Всё, всё, всё с себя скинуть. И быстро. Пока время тянется.

Дальше — откупорить коричневую банку. Нет, не хлюпать. Погрузить в неё одну руку. Да, нормально, да, по плечо. Холодное, липкое? Лучше холодное, лучше липкое. Зато живое!

То же самое со второй рукой.

То же самое с головой. Ай, не жмуриться, можно жмуриться, не глотать, не дышать пока что. Да, заливает глаза, да, запах — ну, тот ещё, красочный запах, а чего ожидать-то! Да, конечно, все волосы перемазаны. И лицо, и шея, и плечи — подтёками, каплями, линиями всё расходится.

Нормально, нормально всё. Очень правдоподобно. Между прочим, почти настоящее.

С коричневой — всё, закончили.

Теперь зелёное. Зелёное-презелёное. Спелое, молодое. Вот молодое так молодое, живот, грудь, спина, талия — она молодая — и краска, и цвет такой же. Да плевать, что кожа под ней проступает, в целом-то — в целом-то видимость! Видимость есть.

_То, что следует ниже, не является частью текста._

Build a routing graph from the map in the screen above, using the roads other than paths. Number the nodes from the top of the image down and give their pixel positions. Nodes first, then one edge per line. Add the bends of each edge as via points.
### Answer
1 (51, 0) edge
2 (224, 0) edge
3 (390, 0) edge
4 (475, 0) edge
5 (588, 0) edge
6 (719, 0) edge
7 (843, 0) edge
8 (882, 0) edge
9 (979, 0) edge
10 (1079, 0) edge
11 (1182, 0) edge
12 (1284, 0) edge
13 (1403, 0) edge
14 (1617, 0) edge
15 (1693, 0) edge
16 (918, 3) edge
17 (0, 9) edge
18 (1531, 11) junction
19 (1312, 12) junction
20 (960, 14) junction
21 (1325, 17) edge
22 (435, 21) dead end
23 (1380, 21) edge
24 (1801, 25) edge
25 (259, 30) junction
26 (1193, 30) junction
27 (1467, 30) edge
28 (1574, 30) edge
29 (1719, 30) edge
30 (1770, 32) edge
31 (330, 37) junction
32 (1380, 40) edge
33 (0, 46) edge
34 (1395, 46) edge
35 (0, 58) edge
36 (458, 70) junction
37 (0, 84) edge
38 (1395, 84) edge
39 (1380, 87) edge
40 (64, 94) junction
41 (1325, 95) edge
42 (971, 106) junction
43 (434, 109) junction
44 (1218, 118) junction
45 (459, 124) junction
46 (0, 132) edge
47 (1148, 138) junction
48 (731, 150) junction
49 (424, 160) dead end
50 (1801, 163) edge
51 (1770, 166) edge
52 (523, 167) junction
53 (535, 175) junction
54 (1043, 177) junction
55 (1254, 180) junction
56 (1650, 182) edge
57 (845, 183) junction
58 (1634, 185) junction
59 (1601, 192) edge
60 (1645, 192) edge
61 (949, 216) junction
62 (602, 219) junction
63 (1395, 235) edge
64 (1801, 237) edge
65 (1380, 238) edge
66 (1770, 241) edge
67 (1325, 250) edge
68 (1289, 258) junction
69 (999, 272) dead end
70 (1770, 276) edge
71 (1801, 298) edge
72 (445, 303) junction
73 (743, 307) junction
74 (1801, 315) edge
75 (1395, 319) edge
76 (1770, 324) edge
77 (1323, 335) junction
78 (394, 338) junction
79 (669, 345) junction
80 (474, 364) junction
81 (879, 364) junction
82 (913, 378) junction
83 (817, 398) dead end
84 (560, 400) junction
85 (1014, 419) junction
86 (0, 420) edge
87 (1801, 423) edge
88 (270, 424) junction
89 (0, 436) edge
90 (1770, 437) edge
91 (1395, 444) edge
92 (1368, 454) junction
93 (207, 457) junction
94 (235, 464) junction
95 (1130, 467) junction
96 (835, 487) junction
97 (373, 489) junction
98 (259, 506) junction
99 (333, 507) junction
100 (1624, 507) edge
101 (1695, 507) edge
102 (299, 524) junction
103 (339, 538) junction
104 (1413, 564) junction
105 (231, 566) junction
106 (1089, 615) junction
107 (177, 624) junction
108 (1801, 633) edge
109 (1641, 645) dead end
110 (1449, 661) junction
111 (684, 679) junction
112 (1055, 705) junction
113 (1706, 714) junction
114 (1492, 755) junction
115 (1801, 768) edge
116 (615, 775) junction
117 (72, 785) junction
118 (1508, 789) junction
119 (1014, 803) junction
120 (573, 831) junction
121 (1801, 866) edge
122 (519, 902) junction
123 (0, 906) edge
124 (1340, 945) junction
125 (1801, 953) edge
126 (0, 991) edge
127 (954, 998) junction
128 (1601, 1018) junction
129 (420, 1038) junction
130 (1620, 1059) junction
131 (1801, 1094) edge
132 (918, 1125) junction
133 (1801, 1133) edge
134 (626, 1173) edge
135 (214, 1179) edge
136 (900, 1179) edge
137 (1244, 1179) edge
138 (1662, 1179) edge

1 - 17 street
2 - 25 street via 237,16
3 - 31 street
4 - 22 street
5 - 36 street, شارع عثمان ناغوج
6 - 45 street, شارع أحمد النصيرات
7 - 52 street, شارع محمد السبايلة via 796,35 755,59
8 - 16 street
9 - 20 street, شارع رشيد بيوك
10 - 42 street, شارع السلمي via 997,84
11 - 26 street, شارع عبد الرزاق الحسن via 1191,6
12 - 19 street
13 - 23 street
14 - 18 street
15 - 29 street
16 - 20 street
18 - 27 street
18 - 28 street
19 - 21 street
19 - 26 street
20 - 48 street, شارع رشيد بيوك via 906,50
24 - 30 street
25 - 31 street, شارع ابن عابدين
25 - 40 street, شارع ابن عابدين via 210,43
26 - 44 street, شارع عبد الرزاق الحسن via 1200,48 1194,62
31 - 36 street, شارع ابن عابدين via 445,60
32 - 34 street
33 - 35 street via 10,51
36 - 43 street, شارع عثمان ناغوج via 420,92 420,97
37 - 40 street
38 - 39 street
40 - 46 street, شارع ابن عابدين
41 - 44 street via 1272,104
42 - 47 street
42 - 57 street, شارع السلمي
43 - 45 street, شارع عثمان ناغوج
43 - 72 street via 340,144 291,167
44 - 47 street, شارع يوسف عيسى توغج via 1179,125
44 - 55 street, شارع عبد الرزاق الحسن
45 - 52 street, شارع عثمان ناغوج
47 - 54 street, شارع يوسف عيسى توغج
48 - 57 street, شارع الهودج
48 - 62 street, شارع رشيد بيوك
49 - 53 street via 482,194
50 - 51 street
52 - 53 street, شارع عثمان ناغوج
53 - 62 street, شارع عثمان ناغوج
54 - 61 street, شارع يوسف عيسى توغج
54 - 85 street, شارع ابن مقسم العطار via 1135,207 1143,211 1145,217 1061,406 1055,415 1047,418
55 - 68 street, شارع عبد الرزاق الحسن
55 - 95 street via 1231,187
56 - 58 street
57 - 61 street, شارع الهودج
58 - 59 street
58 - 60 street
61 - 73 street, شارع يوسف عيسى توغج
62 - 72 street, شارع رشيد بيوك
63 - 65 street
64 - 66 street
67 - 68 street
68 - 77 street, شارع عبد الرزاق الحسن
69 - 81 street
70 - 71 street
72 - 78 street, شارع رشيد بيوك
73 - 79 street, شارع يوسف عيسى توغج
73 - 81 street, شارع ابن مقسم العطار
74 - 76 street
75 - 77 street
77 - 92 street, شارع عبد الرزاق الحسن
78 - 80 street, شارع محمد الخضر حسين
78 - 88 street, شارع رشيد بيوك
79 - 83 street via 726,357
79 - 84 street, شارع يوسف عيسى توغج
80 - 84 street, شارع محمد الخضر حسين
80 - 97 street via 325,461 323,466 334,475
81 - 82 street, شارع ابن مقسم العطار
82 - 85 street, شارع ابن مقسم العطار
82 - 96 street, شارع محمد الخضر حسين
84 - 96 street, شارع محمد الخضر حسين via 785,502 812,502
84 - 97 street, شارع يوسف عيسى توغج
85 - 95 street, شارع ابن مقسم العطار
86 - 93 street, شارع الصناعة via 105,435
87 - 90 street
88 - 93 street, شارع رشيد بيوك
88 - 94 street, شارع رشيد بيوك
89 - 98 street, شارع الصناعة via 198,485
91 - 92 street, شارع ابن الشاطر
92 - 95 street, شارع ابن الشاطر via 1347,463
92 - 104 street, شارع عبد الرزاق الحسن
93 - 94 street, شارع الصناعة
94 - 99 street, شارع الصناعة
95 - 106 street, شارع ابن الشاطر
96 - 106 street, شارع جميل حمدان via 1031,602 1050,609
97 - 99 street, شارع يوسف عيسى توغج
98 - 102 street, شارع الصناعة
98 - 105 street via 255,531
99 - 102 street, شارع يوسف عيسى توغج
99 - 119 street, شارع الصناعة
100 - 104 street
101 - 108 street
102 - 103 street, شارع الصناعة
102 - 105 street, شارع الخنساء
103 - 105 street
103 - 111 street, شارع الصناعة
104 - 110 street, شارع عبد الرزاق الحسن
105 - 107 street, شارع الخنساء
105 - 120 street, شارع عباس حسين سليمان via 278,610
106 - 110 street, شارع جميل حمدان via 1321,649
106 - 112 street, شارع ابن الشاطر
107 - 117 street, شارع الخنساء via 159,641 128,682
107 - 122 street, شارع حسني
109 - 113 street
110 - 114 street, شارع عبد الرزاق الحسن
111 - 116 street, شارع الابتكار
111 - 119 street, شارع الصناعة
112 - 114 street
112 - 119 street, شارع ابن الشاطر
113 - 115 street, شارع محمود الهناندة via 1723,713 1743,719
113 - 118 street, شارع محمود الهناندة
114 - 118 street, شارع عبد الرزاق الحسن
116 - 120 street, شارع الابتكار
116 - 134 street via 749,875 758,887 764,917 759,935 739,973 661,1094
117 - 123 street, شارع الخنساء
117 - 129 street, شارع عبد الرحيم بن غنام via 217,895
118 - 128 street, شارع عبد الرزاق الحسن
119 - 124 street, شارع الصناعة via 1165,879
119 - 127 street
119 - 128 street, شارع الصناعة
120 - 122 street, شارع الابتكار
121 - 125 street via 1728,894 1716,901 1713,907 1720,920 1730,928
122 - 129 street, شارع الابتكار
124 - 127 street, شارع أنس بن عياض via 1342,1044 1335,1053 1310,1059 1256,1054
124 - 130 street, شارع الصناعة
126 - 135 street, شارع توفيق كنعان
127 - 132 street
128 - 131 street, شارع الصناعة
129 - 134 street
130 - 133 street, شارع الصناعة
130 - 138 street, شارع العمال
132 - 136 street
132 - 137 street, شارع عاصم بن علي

Шаги. Чёртовы шаги приближаются.

Времени почти нет.

Но и тела тоже-то почти нет.

Последние, последние пару штрихов осталось.

Коричневую, зелёную банку — ай, разлились… Ну да и чёрт, и бывает, отфутболить, не моё, ничего не знаю, вот так всё было.

Жёлтая!

Откинуть крышку. Ляпнуть в неё стопой. Измочить, хорошенько да по лодыжку, по лодыжку самую-самую.

Со второй — да, естественно, повторить.

Глаза… Да, глаза сейчас лучше не открывать. И рот заткнуть. И вообще. У тебя нет сейчас ни носа, ни глаз, ни рта.

Ничего у тебя нет. И тебя у тебя тоже нет.

Встать по струнке.

Ты всё знаешь. Всё-всё-всё хорошо знаешь. Ты уже видела это. И тебя это сохранит.

Дверь кухни тихонько приоткрывается.

Белая Маска пересекает порог.

Отставляет ведёрышко с краской на край стиральной машинки.

Его глаза-треугольники сужаются в неопределённых фигурах. Рот — не дуга, а задумчивый длинный прямоугольник.

Подбородок задумчиво потирает. Внимательно смотрит перед собой.

В сердце помещения, среди разводов в тонах разной степени бурости и болотистоти раскинулось невысокое молодое деревце.

Корни его в основном валяются плашмя на земле. Грязно-коричневые и путанные. Такие обычно у совсем-совсем старых растений — а это вот уж раскинулось! Лапища свои расставило!

Стебель деревца — совсем тонкий, зелёненький. Дрожит робко, чуть-чуть пошатывается.

Две длинные ветки расходятся из середины ствола. Обе как бы подруга подругу зеркалят — и всё же по-разному изломлены и изогнуты. Одна — прямая, и лишь чуть-чуть прогибается. А вторая — как будто бы опадает, а потом — по дуге тянется к потолку.

И по жёлтому листику на конце каждой колышется.

Хорошее дерево. Умное.

Сетчатый рот Белой Маски вытягивается в большую дугу к подбородку, а глаза из треугольников сменяются на прорези пятиконечных звёздочек.

Явно не помнит, чтоб сажал на кухне настолько живые растения.

Но так кивает довольно, что, видимо, заключил: «Ладно! Пускай растёт!».

Но всё же смачивает правую ладонь в своём красном ведёрышке: указательный, средний палец. Алый слой ложится поверх матерчатой белой перчатки.

Подходит к деревцу — и проводит аккуратной багряной линией по зелёному стеблю, плавно и медленно, меж двух раскинутых, едва дрожащих ветвей.

Покидает растение, закрывая за собой дверь.